- **Data to examine**:
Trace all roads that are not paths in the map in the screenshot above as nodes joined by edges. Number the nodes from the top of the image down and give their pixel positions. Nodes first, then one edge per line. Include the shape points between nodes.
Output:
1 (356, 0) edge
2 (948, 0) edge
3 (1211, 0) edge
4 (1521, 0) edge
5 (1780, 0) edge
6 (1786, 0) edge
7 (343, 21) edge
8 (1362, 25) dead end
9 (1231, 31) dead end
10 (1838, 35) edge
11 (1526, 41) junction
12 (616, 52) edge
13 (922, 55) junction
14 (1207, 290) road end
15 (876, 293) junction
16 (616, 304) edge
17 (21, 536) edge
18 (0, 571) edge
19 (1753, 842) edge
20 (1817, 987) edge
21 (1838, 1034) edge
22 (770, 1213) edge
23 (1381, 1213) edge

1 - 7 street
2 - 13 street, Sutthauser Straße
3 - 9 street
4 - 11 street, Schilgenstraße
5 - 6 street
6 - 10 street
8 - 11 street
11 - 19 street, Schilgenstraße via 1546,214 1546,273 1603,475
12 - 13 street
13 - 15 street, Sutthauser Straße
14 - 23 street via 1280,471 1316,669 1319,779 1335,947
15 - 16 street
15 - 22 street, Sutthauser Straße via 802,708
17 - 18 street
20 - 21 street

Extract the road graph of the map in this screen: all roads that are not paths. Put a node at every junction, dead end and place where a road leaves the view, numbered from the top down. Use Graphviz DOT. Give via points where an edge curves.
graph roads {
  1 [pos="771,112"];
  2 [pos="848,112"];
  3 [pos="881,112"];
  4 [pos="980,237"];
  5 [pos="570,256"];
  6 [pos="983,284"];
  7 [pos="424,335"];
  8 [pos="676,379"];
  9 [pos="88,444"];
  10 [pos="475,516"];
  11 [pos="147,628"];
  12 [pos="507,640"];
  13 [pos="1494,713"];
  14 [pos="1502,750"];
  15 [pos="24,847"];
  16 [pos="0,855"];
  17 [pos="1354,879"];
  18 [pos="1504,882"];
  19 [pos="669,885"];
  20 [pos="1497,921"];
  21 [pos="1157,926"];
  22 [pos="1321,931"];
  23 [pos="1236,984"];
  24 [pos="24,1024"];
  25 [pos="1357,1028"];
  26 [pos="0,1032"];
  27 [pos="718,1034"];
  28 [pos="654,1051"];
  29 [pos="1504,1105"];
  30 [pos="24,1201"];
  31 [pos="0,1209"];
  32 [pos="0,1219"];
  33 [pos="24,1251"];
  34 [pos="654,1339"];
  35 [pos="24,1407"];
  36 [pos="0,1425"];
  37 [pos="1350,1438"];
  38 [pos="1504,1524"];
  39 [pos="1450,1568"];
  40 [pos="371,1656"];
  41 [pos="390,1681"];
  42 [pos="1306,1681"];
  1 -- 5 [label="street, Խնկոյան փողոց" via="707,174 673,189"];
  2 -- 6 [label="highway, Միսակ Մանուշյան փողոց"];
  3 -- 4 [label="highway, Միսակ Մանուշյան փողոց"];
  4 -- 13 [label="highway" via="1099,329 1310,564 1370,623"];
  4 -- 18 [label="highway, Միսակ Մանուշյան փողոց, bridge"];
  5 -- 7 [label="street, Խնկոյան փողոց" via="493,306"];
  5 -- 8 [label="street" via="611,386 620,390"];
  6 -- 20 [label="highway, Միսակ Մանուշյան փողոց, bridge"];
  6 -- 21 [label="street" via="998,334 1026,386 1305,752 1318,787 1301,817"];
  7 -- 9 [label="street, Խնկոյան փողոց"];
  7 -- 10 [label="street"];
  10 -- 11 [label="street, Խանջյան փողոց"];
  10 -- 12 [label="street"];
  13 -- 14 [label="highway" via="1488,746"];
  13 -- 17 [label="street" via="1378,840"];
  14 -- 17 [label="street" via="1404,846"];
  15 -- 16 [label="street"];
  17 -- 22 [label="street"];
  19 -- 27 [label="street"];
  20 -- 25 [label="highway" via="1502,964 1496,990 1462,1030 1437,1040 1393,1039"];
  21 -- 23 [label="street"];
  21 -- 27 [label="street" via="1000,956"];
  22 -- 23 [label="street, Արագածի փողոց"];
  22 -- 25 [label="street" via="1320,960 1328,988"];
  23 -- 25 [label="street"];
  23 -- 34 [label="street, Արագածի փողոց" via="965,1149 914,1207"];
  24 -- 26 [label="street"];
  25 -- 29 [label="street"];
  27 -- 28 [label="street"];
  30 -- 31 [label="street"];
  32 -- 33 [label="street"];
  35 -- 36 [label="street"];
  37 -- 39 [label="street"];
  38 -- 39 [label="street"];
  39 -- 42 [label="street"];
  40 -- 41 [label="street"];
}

- **To do**:
From the records above, copy every line that includes the word "bridge".

- **Expected output**:
  4 -- 18 [label="highway, Միսակ Մանուշյան փողոց, bridge"];
  6 -- 20 [label="highway, Միսակ Մանուշյան փողոց, bridge"];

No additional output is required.